• [WORK REQUEST] From the first line to the last, output the data exactly as it stands, minus its pictures.

::: SUPPLIED DATA

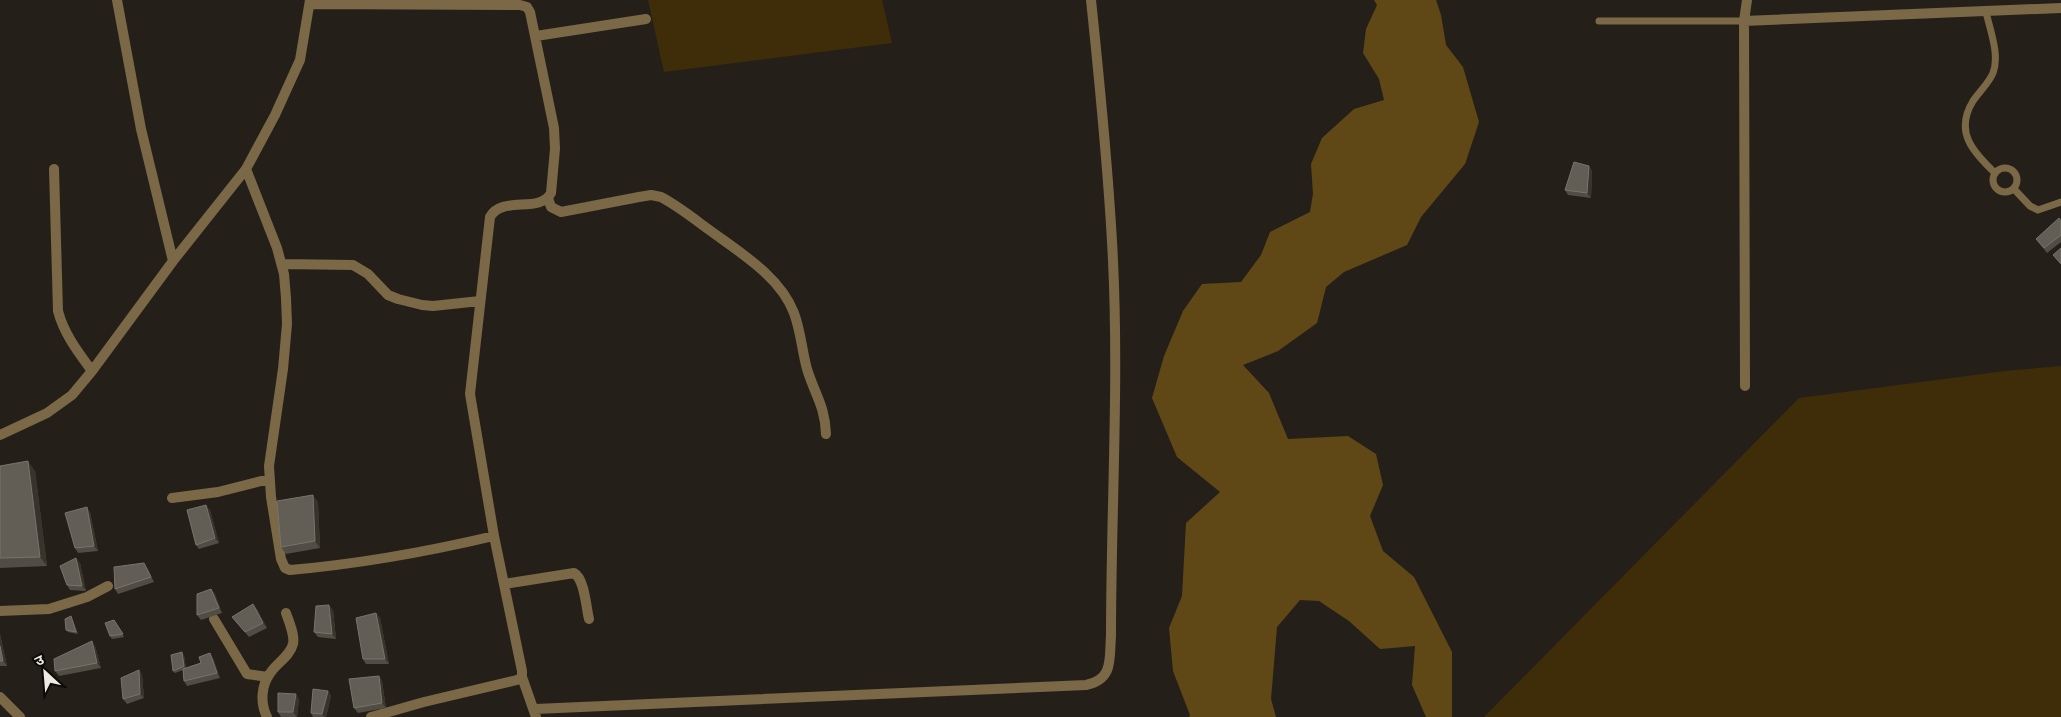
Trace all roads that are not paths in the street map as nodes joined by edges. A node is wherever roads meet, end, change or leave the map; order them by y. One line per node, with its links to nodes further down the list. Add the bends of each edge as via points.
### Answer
1 (117, 0): 18 (street, via 141,129)
2 (1091, 0): 37 (street, via 1109,202 1114,316 1111,636 1109,666 1102,679 1086,685)
3 (1747, 0): 10 (street)
4 (310, 2): 5 (street); 13 (street, via 300,60)
5 (527, 4): 11 (street)
6 (2061, 8): 7 (street)
7 (1986, 12): 10 (street); 14 (lane, via 1996,59 1993,74 1966,113 1964,130 1971,147)
8 (646, 19): 11 (street)
9 (1599, 21): 10 (lane)
10 (1744, 21): 22 (street)
11 (536, 36): 16 (street, via 554,128 555,149)
12 (54, 169): 21 (street, via 58,310 62,325)
13 (246, 169): 18 (street); 19 (street)
14 (1995, 173): 15 (lane, via 1994,187 2004,193); 15 (lane, via 2007,168 2012,171 2018,180)
15 (2014, 189): 17 (lane, via 2038,210)
16 (548, 198): 20 (street, via 542,202 493,210); 23 (street, via 551,207 561,212 651,195 661,197 759,268 783,293 794,312 806,367 826,418)
17 (2061, 202)
18 (173, 261): 21 (street)
19 (282, 264): 20 (street, via 353,265 368,274 388,295 422,305); 25 (street, via 287,324)
20 (480, 301): 27 (street, via 470,394)
21 (92, 371): 24 (street, via 72,395 48,413)
22 (1745, 386)
23 (826, 434)
24 (0, 435)
25 (269, 479): 26 (street, via 218,492); 27 (street, via 281,559 285,568 290,570 387,559)
26 (172, 498)
27 (494, 536): 28 (street)
28 (504, 584): 33 (street, via 574,574 579,576); 35 (street)
29 (108, 586): 30 (street, via 87,597 49,609)
30 (0, 611)
31 (286, 613): 34 (street, via 293,644)
32 (214, 619): 34 (street, via 247,674)
33 (588, 619)
34 (268, 677): 39 (street, via 262,698)
35 (522, 677): 37 (street); 40 (street)
36 (0, 697): 38 (street)
37 (536, 713)
38 (20, 717)
39 (267, 717)
40 (371, 717)

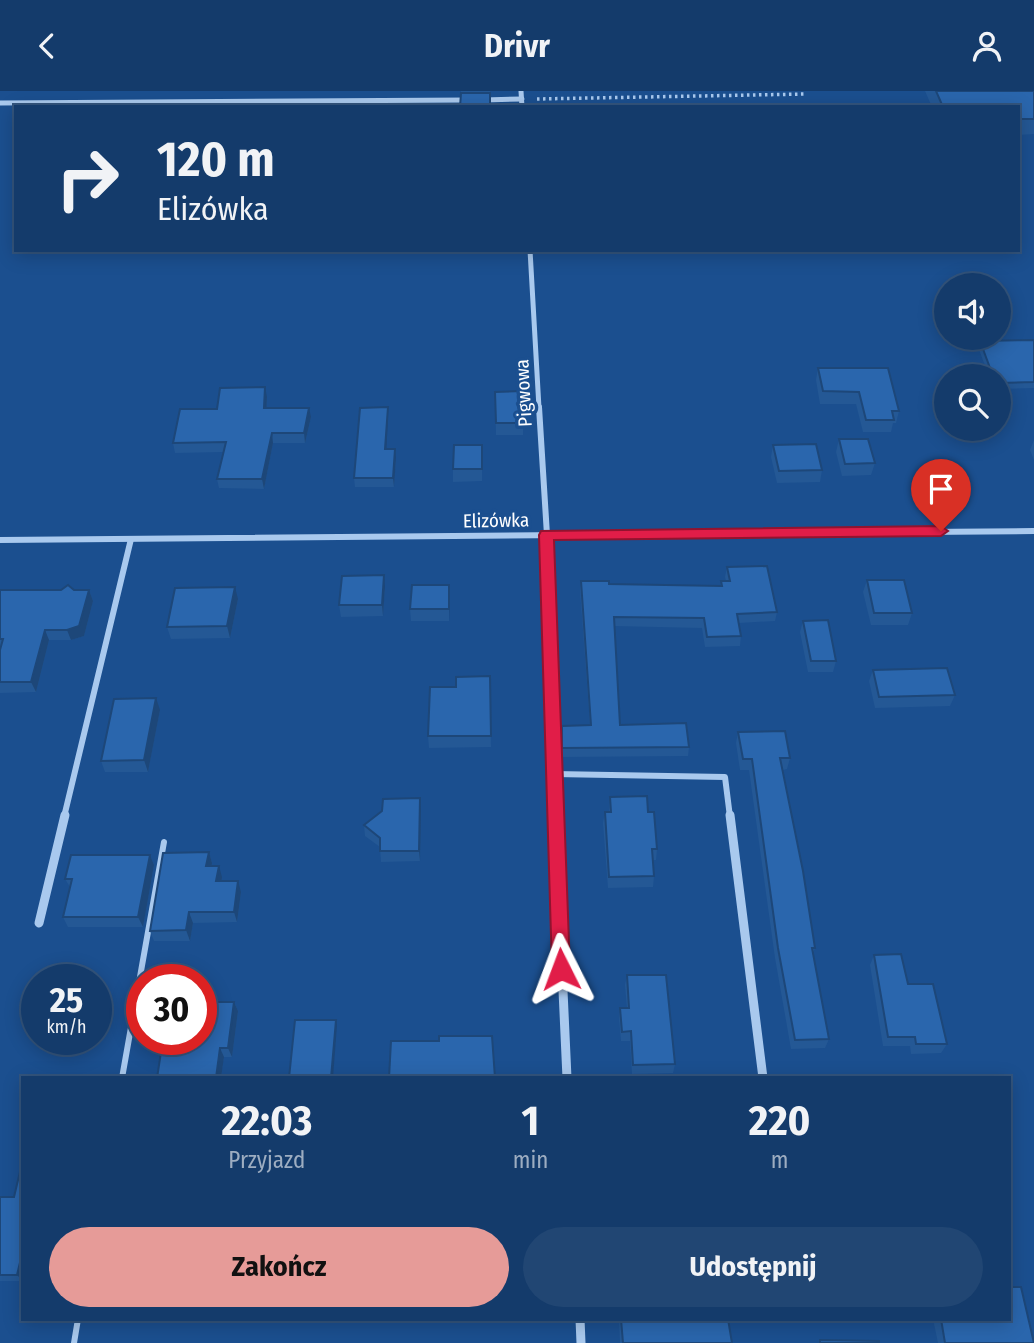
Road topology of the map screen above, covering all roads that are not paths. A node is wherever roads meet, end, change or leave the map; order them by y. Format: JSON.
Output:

::::::

• [TASK RESULT]
Trace all roads that are not paths in the street map as nodes joined by edges. A node is wherever roads meet, end, change or leave the map; order them by y. One line per node, with its links to nodes further down the list. Add the bends of each edge as via points.
### Answer
1 (117, 0): 18 (street, via 141,129)
2 (1091, 0): 37 (street, via 1109,202 1114,316 1111,636 1109,666 1102,679 1086,685)
3 (1747, 0): 10 (street)
4 (310, 2): 5 (street); 13 (street, via 300,60)
5 (527, 4): 11 (street)
6 (2061, 8): 7 (street)
7 (1986, 12): 10 (street); 14 (lane, via 1996,59 1993,74 1966,113 1964,130 1971,147)
8 (646, 19): 11 (street)
9 (1599, 21): 10 (lane)
10 (1744, 21): 22 (street)
11 (536, 36): 16 (street, via 554,128 555,149)
12 (54, 169): 21 (street, via 58,310 62,325)
13 (246, 169): 18 (street); 19 (street)
14 (1995, 173): 15 (lane, via 1994,187 2004,193); 15 (lane, via 2007,168 2012,171 2018,180)
15 (2014, 189): 17 (lane, via 2038,210)
16 (548, 198): 20 (street, via 542,202 493,210); 23 (street, via 551,207 561,212 651,195 661,197 759,268 783,293 794,312 806,367 826,418)
17 (2061, 202)
18 (173, 261): 21 (street)
19 (282, 264): 20 (street, via 353,265 368,274 388,295 422,305); 25 (street, via 287,324)
20 (480, 301): 27 (street, via 470,394)
21 (92, 371): 24 (street, via 72,395 48,413)
22 (1745, 386)
23 (826, 434)
24 (0, 435)
25 (269, 479): 26 (street, via 218,492); 27 (street, via 281,559 285,568 290,570 387,559)
26 (172, 498)
27 (494, 536): 28 (street)
28 (504, 584): 33 (street, via 574,574 579,576); 35 (street)
29 (108, 586): 30 (street, via 87,597 49,609)
30 (0, 611)
31 (286, 613): 34 (street, via 293,644)
32 (214, 619): 34 (street, via 247,674)
33 (588, 619)
34 (268, 677): 39 (street, via 262,698)
35 (522, 677): 37 (street); 40 (street)
36 (0, 697): 38 (street)
37 (536, 713)
38 (20, 717)
39 (267, 717)
40 (371, 717)

Road topology of the map screen above, covering all roads that are not paths. A node is wherever roads meet, end, change or leave the map; order them by y. Format: JSON.
Output:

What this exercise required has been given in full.